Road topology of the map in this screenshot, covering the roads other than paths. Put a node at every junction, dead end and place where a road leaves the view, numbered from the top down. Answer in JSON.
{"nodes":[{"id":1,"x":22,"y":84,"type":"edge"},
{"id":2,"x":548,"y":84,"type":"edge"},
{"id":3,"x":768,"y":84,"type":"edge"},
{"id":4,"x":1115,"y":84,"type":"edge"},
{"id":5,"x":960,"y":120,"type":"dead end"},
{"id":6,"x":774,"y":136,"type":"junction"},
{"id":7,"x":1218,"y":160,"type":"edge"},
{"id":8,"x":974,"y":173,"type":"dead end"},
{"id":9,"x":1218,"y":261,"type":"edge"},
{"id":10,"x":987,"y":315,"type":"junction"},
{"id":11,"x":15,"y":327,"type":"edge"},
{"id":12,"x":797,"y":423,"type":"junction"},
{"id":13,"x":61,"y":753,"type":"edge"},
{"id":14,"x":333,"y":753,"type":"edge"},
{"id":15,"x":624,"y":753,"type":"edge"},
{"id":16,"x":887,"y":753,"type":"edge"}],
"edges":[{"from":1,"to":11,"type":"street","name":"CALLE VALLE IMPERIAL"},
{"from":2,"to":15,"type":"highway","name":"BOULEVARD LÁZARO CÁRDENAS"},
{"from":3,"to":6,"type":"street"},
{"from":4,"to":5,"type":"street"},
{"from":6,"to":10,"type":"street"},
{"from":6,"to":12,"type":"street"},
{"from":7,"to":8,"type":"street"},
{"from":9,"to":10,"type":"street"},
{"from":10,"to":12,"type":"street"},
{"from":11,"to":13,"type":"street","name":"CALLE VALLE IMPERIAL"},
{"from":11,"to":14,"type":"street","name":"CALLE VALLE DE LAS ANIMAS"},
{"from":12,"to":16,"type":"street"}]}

* Work to complete: Exactly how many lines in the records contain the string "IMPERIAL"? Give that number alone.

* The answer: 2